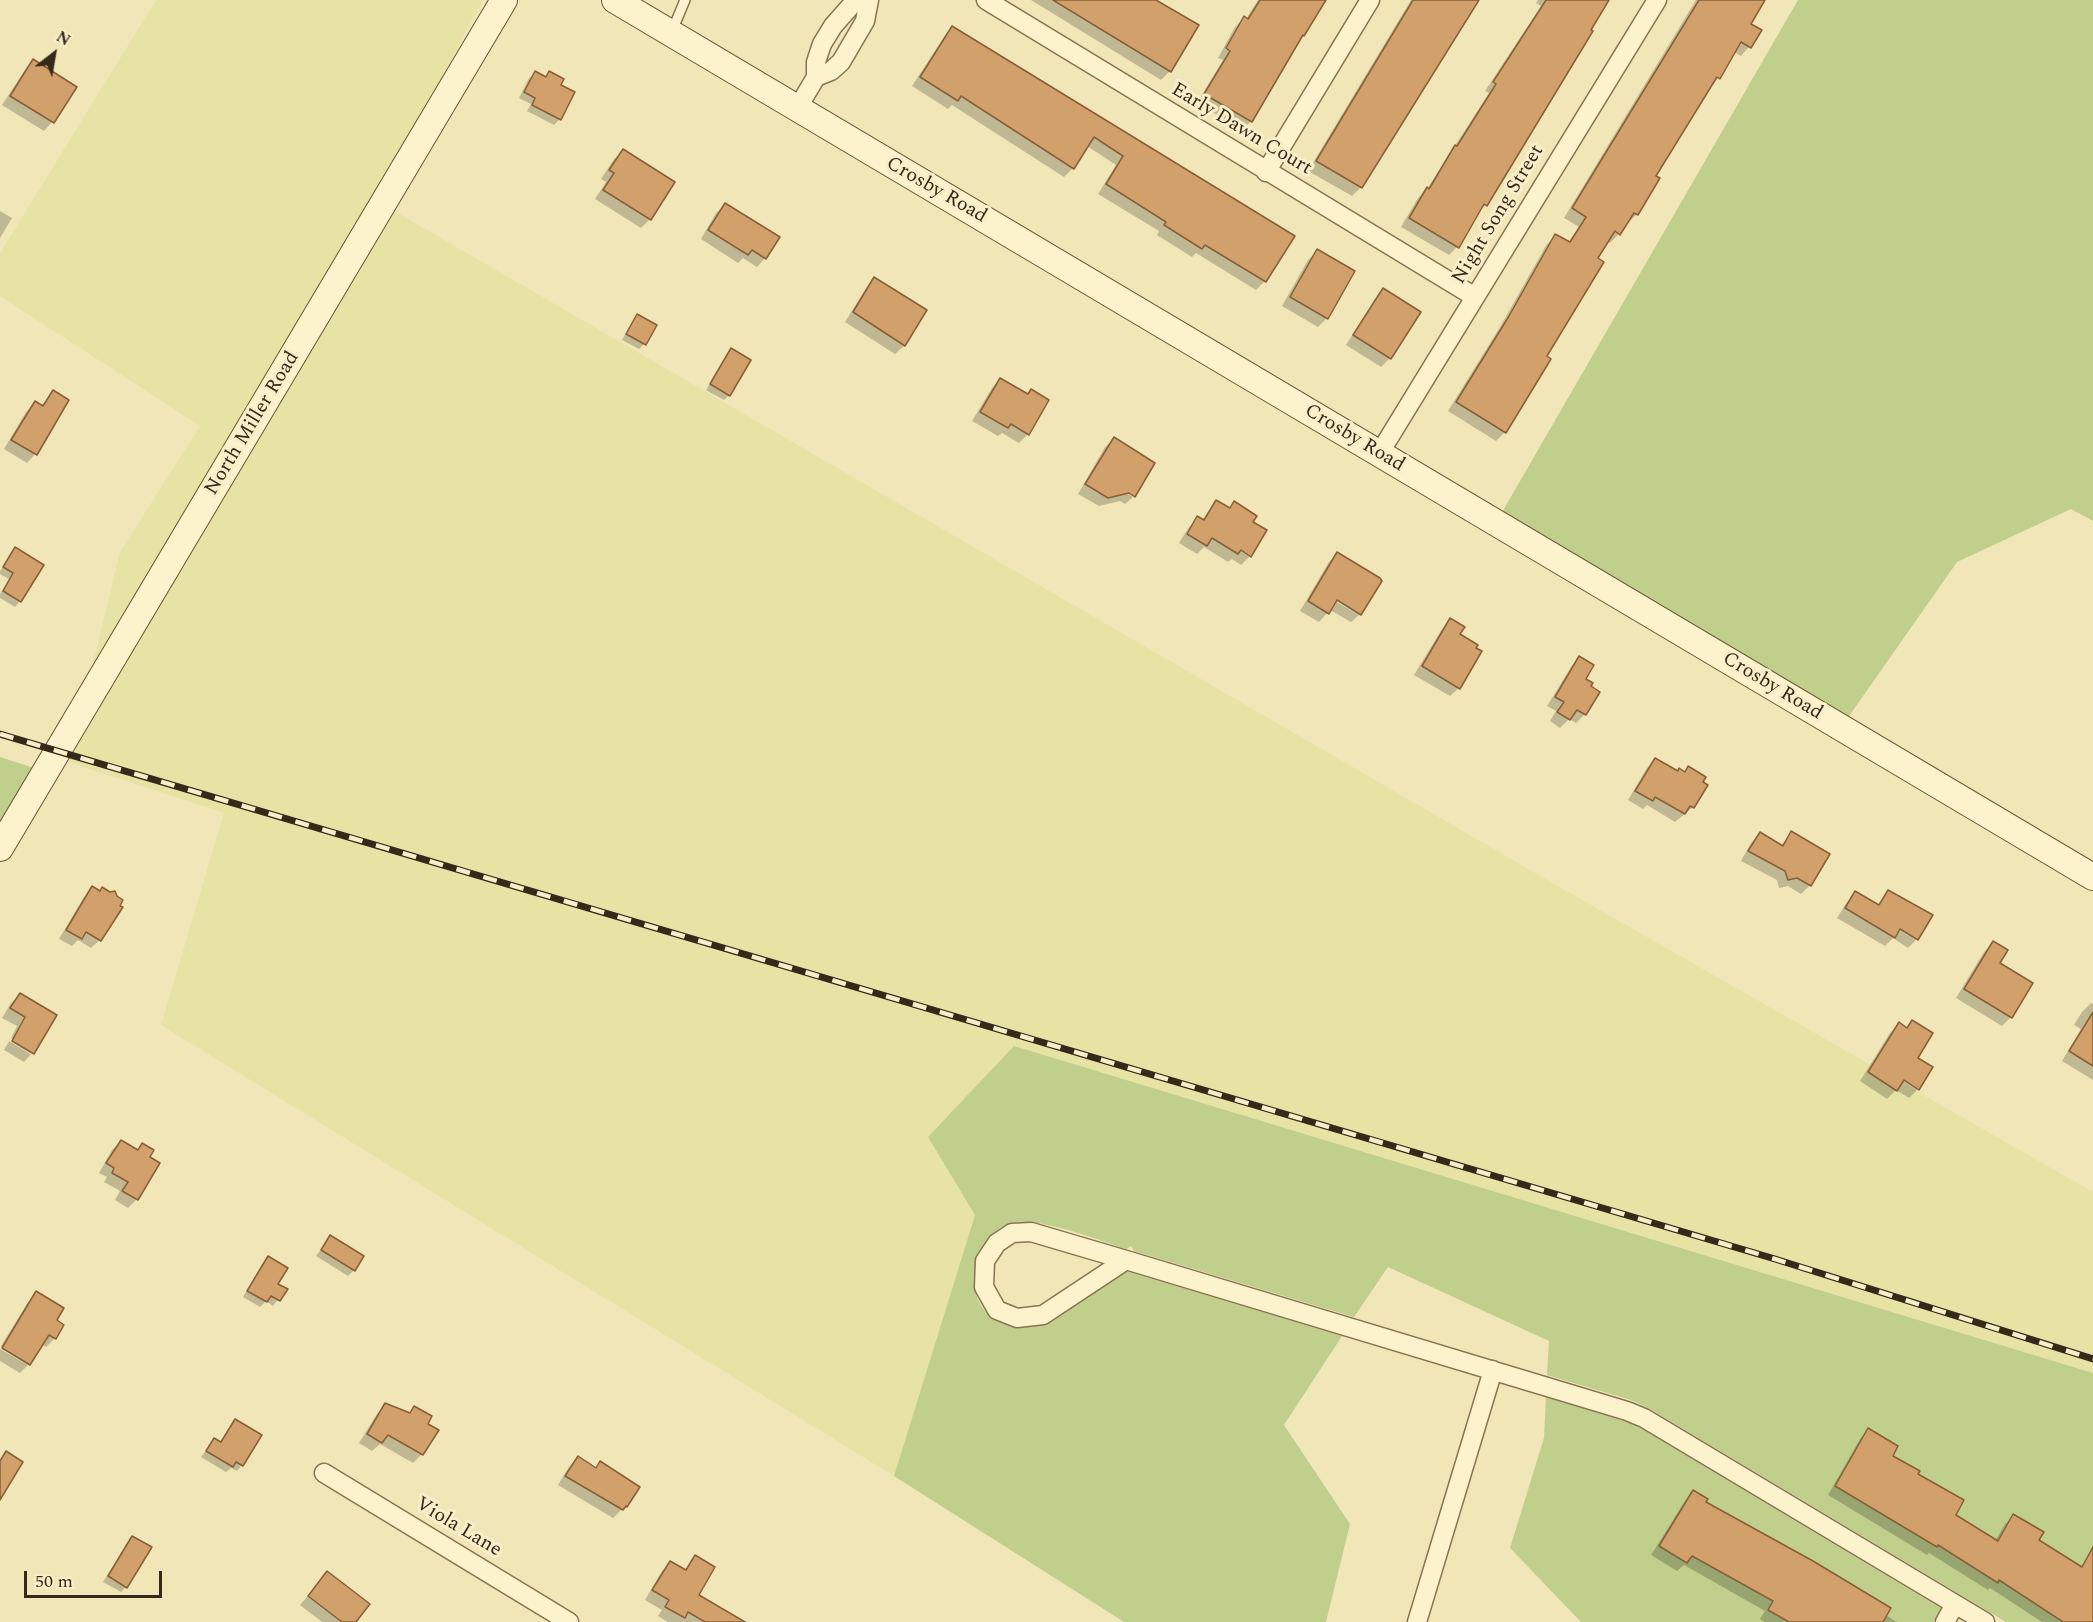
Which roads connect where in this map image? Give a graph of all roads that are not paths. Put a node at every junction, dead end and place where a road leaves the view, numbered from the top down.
1 (504, 0) edge
2 (615, 0) edge
3 (685, 0) edge
4 (856, 0) edge
5 (869, 0) edge
6 (986, 0) edge
7 (1370, 0) edge
8 (1657, 0) edge
9 (843, 16) junction
10 (861, 28) junction
11 (671, 34) junction
12 (816, 77) junction
13 (797, 109) junction
14 (1266, 172) junction
15 (1475, 297) junction
16 (1379, 454) junction
17 (0, 848) edge
18 (2093, 877) edge
19 (1126, 1260) junction
20 (1493, 1370) junction
21 (324, 1473) dead end
22 (1955, 1604) junction
23 (569, 1622) edge
24 (1417, 1622) edge
25 (1945, 1622) edge
26 (1985, 1622) edge

1 - 17 street, North Miller Road
2 - 11 street, Crosby Road
3 - 11 lane
4 - 9 street
5 - 10 street
6 - 14 street, Early Dawn Court
7 - 14 street
8 - 15 street, Night Song Street
9 - 10 street
9 - 12 street
10 - 12 street
11 - 13 street, Crosby Road
12 - 13 street
13 - 16 street, Crosby Road
14 - 15 street, Early Dawn Court
15 - 16 street, Night Song Street
16 - 18 street, Crosby Road
19 - 19 street
19 - 20 street
20 - 22 street
20 - 24 street
21 - 23 street, Viola Lane
22 - 25 street
22 - 26 street

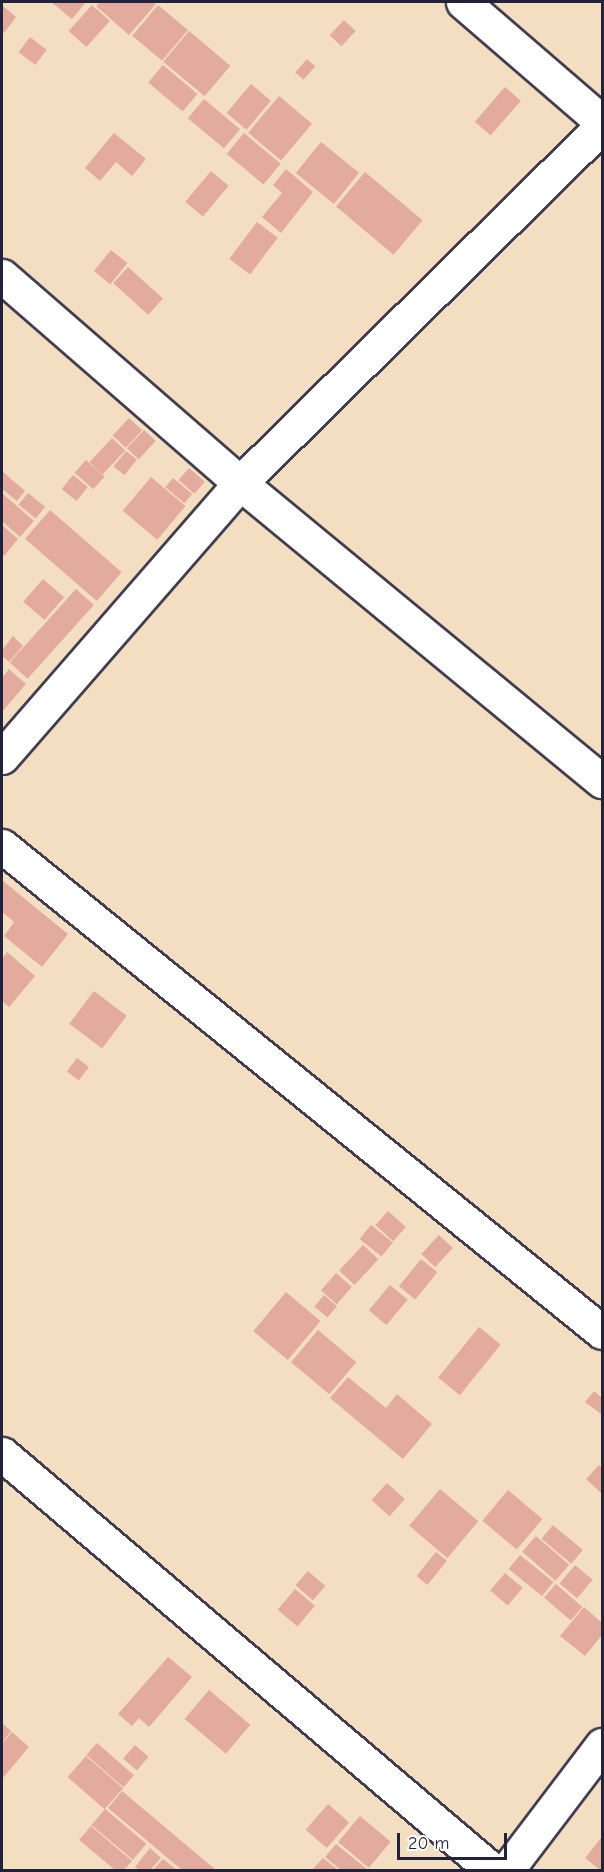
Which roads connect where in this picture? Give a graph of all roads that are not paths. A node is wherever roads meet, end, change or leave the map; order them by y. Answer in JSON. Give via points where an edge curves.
{"nodes":[{"id":1,"x":463,"y":2,"type":"edge"},
{"id":2,"x":603,"y":122,"type":"edge"},
{"id":3,"x":603,"y":126,"type":"edge"},
{"id":4,"x":2,"y":276,"type":"edge"},
{"id":5,"x":240,"y":483,"type":"junction"},
{"id":6,"x":2,"y":757,"type":"edge"},
{"id":7,"x":603,"y":781,"type":"edge"},
{"id":8,"x":2,"y":846,"type":"edge"},
{"id":9,"x":603,"y":1332,"type":"edge"},
{"id":10,"x":2,"y":1454,"type":"edge"},
{"id":11,"x":603,"y":1745,"type":"edge"},
{"id":12,"x":492,"y":1870,"type":"edge"},
{"id":13,"x":507,"y":1870,"type":"edge"}],
"edges":[{"from":1,"to":2,"type":"street"},
{"from":3,"to":5,"type":"street"},
{"from":4,"to":5,"type":"street"},
{"from":5,"to":6,"type":"street"},
{"from":5,"to":7,"type":"street"},
{"from":8,"to":9,"type":"street"},
{"from":10,"to":12,"type":"street"},
{"from":11,"to":13,"type":"street"}]}
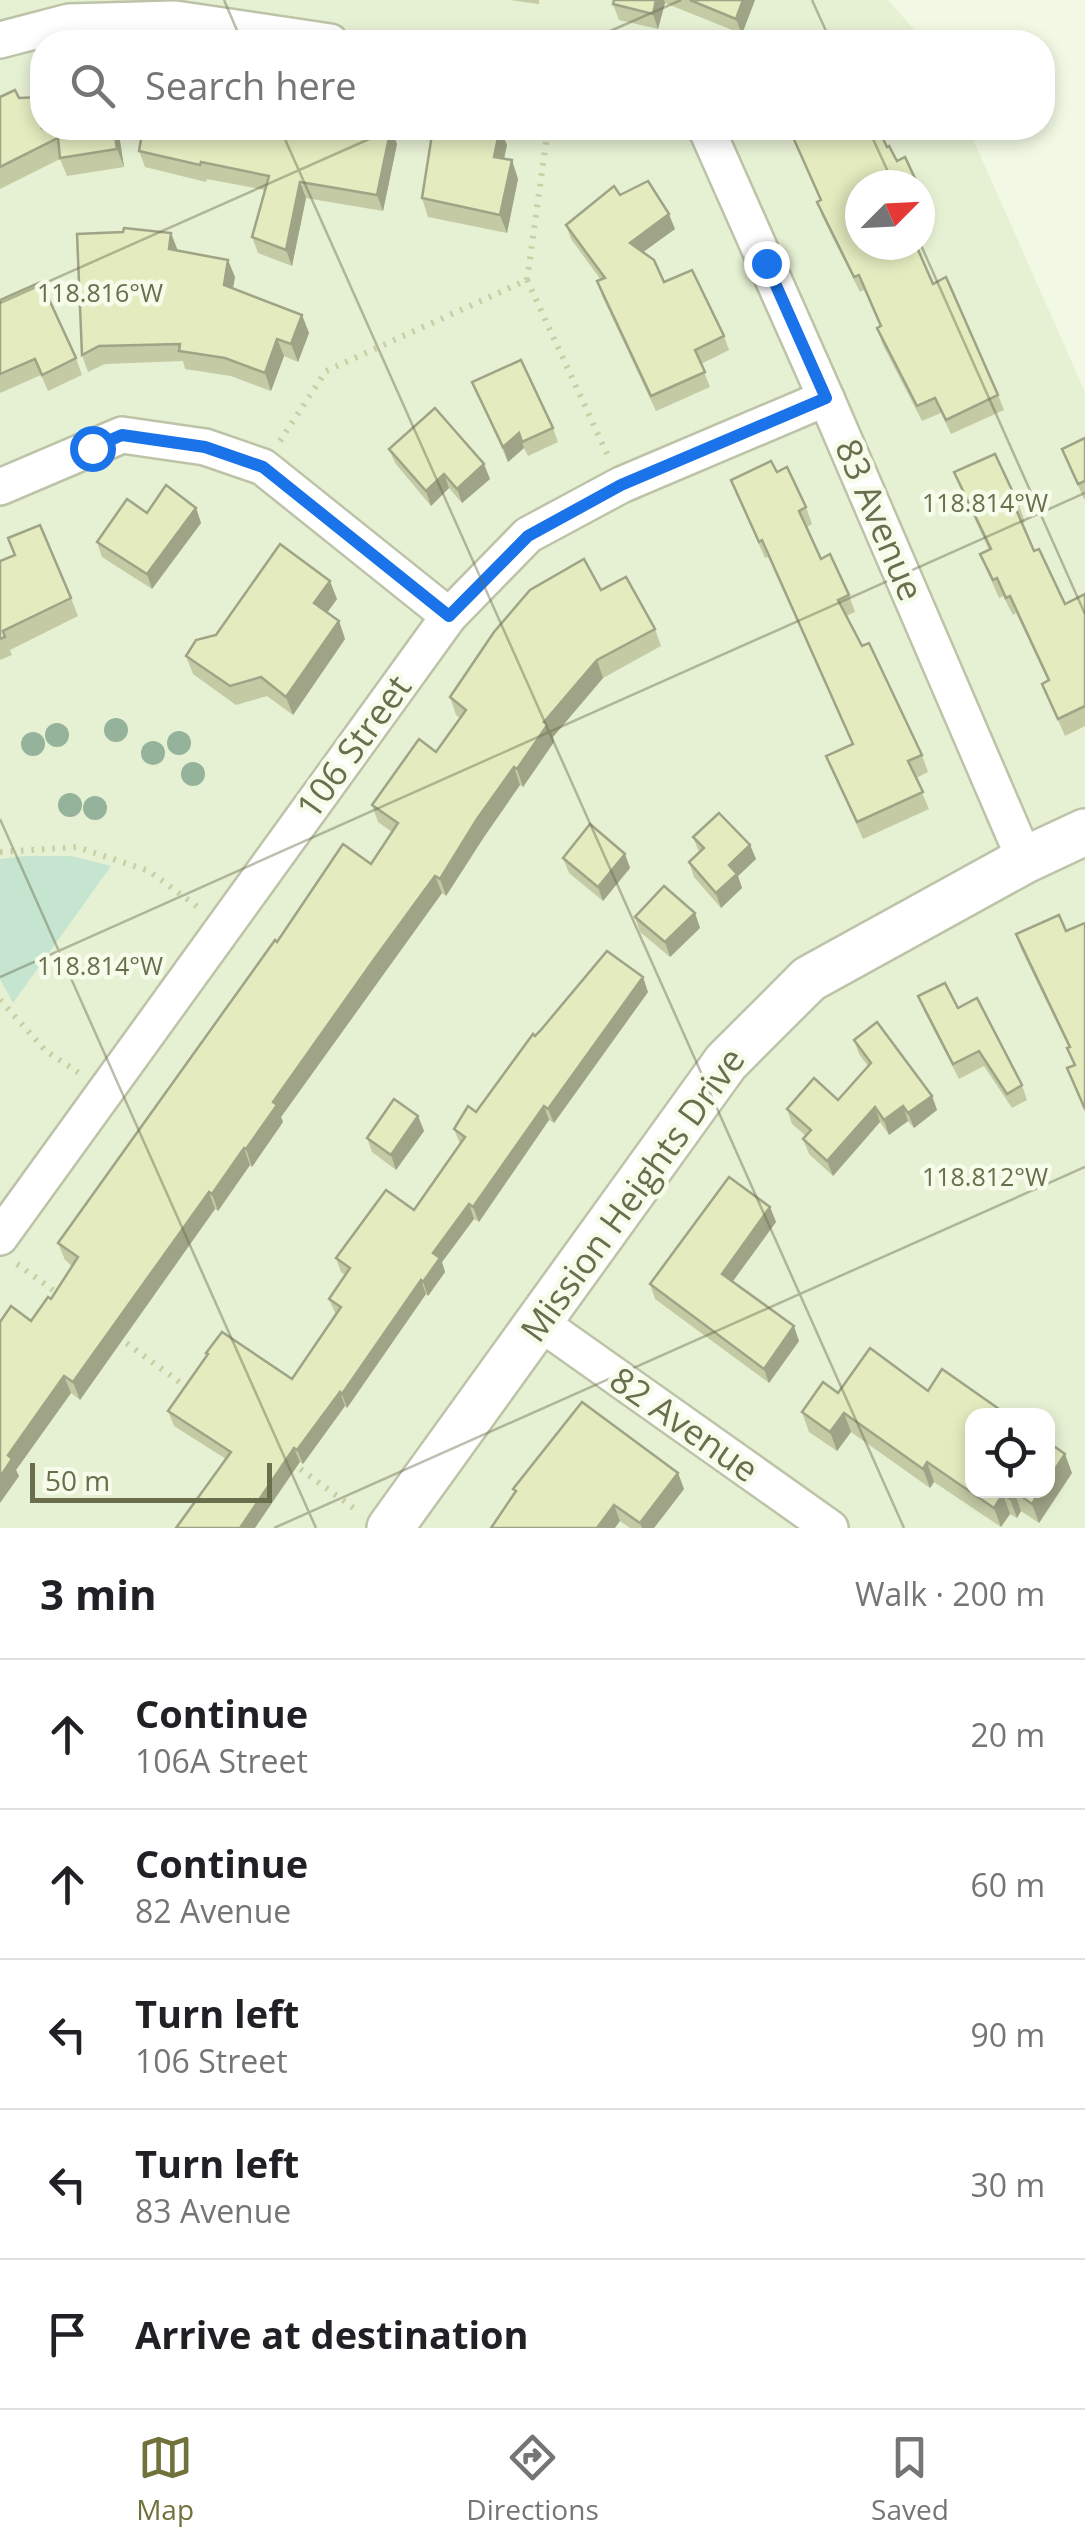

EXERCISE AIM:
Nothing may be altered when you restate the records, but every picture must be dropped.

EXERCISE ANSWER:
Which roads connect where in this map image? Give a graph of all roads that are not paths. Put a node at every junction, dead end and place where a road leaves the view, numbered from the top down.
1 (504, 0) edge
2 (615, 0) edge
3 (685, 0) edge
4 (856, 0) edge
5 (869, 0) edge
6 (986, 0) edge
7 (1370, 0) edge
8 (1657, 0) edge
9 (843, 16) junction
10 (861, 28) junction
11 (671, 34) junction
12 (816, 77) junction
13 (797, 109) junction
14 (1266, 172) junction
15 (1475, 297) junction
16 (1379, 454) junction
17 (0, 848) edge
18 (2093, 877) edge
19 (1126, 1260) junction
20 (1493, 1370) junction
21 (324, 1473) dead end
22 (1955, 1604) junction
23 (569, 1622) edge
24 (1417, 1622) edge
25 (1945, 1622) edge
26 (1985, 1622) edge

1 - 17 street, North Miller Road
2 - 11 street, Crosby Road
3 - 11 lane
4 - 9 street
5 - 10 street
6 - 14 street, Early Dawn Court
7 - 14 street
8 - 15 street, Night Song Street
9 - 10 street
9 - 12 street
10 - 12 street
11 - 13 street, Crosby Road
12 - 13 street
13 - 16 street, Crosby Road
14 - 15 street, Early Dawn Court
15 - 16 street, Night Song Street
16 - 18 street, Crosby Road
19 - 19 street
19 - 20 street
20 - 22 street
20 - 24 street
21 - 23 street, Viola Lane
22 - 25 street
22 - 26 street

Which roads connect where in this picture? Give a graph of all roads that are not paths. A node is wherever roads meet, end, change or leave the map; order them by y. Answer in JSON. Give via points where an edge curves.
{"nodes":[{"id":1,"x":463,"y":2,"type":"edge"},
{"id":2,"x":603,"y":122,"type":"edge"},
{"id":3,"x":603,"y":126,"type":"edge"},
{"id":4,"x":2,"y":276,"type":"edge"},
{"id":5,"x":240,"y":483,"type":"junction"},
{"id":6,"x":2,"y":757,"type":"edge"},
{"id":7,"x":603,"y":781,"type":"edge"},
{"id":8,"x":2,"y":846,"type":"edge"},
{"id":9,"x":603,"y":1332,"type":"edge"},
{"id":10,"x":2,"y":1454,"type":"edge"},
{"id":11,"x":603,"y":1745,"type":"edge"},
{"id":12,"x":492,"y":1870,"type":"edge"},
{"id":13,"x":507,"y":1870,"type":"edge"}],
"edges":[{"from":1,"to":2,"type":"street"},
{"from":3,"to":5,"type":"street"},
{"from":4,"to":5,"type":"street"},
{"from":5,"to":6,"type":"street"},
{"from":5,"to":7,"type":"street"},
{"from":8,"to":9,"type":"street"},
{"from":10,"to":12,"type":"street"},
{"from":11,"to":13,"type":"street"}]}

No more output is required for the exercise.